Saved data entries
——————————

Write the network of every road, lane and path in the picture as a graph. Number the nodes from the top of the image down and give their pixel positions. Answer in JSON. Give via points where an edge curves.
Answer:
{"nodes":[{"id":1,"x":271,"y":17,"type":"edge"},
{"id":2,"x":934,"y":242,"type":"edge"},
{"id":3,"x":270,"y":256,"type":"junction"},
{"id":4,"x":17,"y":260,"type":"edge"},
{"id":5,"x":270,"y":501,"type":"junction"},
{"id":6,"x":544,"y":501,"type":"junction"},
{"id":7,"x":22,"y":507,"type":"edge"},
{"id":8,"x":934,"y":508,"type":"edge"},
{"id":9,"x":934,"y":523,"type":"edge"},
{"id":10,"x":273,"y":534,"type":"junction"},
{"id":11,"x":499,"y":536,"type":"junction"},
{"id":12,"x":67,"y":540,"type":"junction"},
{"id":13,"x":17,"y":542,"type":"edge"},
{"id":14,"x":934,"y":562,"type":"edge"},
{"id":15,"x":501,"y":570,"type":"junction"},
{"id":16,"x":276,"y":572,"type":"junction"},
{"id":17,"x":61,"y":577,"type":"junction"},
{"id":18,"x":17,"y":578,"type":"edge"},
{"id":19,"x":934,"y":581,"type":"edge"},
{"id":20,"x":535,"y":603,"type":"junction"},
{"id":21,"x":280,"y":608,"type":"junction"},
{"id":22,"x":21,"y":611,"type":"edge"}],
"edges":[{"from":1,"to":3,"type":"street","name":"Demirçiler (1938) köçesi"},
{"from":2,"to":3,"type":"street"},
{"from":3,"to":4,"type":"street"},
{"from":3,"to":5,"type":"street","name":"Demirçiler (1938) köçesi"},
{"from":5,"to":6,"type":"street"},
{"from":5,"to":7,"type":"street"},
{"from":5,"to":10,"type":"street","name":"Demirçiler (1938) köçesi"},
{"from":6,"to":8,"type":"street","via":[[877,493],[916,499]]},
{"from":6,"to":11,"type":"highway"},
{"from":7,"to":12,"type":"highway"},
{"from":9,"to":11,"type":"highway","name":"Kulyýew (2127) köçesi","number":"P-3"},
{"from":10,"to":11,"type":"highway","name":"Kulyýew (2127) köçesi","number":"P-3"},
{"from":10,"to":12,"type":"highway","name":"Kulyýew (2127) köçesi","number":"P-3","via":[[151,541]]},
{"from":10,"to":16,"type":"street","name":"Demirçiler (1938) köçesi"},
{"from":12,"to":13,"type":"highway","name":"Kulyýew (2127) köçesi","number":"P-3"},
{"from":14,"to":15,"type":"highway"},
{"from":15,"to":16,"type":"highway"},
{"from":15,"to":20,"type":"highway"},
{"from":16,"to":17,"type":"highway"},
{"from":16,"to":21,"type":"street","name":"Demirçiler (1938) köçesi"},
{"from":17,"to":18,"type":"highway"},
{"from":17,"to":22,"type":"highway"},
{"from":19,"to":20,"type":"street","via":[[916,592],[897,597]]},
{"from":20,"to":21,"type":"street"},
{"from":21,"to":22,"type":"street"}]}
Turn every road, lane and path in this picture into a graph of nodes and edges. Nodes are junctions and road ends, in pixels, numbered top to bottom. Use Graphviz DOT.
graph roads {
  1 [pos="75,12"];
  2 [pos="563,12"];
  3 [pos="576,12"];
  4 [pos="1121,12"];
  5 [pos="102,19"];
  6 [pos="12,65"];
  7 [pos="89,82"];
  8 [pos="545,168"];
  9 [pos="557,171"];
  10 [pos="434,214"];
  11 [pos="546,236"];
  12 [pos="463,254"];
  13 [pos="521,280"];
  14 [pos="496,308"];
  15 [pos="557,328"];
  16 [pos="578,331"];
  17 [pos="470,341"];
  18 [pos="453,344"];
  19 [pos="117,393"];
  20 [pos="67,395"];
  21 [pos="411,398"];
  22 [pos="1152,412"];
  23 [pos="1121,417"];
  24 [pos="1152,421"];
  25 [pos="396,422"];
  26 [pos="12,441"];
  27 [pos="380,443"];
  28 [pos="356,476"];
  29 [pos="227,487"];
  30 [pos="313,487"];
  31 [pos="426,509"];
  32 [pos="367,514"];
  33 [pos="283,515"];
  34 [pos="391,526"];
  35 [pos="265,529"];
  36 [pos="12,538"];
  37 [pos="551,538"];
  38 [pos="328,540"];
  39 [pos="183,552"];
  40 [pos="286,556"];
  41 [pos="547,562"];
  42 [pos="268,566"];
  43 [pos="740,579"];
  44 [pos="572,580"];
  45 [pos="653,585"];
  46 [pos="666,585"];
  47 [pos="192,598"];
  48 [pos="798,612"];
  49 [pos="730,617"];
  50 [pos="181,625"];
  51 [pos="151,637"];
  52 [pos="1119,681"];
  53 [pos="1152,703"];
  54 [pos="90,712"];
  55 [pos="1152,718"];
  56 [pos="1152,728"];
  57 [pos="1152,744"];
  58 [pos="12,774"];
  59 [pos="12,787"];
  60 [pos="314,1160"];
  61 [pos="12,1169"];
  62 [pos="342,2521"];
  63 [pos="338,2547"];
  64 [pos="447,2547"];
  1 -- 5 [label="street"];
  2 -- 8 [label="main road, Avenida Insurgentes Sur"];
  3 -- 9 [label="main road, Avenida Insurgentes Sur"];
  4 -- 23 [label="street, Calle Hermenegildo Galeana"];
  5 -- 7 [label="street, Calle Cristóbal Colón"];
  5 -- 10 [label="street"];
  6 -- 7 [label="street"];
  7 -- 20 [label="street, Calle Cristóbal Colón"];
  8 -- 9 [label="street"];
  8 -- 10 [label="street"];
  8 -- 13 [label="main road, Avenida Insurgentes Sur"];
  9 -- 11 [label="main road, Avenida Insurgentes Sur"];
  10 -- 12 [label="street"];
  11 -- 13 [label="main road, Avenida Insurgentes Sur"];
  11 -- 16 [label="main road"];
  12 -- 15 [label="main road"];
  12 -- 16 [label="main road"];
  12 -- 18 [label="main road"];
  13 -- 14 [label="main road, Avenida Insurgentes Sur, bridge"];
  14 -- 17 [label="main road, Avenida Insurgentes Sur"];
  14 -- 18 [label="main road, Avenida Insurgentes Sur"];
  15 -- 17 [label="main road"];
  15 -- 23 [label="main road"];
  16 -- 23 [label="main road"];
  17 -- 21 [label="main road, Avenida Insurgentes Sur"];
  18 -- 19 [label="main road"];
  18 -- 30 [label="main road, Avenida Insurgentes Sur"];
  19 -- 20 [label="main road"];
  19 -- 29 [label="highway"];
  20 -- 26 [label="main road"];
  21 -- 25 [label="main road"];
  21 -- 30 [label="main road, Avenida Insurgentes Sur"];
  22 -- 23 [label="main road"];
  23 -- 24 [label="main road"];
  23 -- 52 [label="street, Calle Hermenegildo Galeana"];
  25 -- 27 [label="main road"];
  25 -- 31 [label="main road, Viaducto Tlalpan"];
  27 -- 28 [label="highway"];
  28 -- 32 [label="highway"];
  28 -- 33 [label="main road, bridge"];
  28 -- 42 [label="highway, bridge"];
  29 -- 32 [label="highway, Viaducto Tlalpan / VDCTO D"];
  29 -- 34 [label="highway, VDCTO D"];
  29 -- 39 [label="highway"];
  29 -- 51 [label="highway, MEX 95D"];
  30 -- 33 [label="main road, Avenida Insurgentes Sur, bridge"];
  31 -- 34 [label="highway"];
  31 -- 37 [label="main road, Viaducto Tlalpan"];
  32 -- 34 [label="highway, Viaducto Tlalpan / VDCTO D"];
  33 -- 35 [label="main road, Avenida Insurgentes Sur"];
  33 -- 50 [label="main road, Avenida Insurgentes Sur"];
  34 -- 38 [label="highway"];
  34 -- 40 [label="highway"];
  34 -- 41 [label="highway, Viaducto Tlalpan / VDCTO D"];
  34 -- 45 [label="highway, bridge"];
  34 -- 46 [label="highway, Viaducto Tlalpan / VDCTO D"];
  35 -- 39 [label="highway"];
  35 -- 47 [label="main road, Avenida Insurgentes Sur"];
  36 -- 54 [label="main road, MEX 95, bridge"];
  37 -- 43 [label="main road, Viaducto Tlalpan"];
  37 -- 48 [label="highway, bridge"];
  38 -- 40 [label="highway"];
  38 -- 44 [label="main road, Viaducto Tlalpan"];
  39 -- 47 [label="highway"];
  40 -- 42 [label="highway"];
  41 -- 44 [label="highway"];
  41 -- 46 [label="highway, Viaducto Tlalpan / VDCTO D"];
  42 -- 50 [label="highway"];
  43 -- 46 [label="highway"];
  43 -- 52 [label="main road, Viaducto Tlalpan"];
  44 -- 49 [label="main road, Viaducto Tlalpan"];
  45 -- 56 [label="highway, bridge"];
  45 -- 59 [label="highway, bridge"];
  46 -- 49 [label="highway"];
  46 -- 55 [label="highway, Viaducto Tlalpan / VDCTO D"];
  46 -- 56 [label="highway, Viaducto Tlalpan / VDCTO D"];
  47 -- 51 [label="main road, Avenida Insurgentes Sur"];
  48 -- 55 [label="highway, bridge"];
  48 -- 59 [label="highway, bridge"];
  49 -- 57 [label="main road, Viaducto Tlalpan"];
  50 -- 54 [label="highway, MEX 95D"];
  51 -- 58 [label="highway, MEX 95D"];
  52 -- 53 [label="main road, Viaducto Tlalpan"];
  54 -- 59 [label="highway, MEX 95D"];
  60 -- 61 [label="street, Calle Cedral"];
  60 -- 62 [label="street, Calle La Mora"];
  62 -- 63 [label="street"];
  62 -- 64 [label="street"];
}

——————————

Collect each line above holding the string "picture".

Write the network of every road, lane and path in the picture as a graph. Number the nodes from the top of the image down and give their pixel positions. Answer in JSON. Give via points where an edge curves.
Turn every road, lane and path in this picture into a graph of nodes and edges. Nodes are junctions and road ends, in pixels, numbered top to bottom. Use Graphviz DOT.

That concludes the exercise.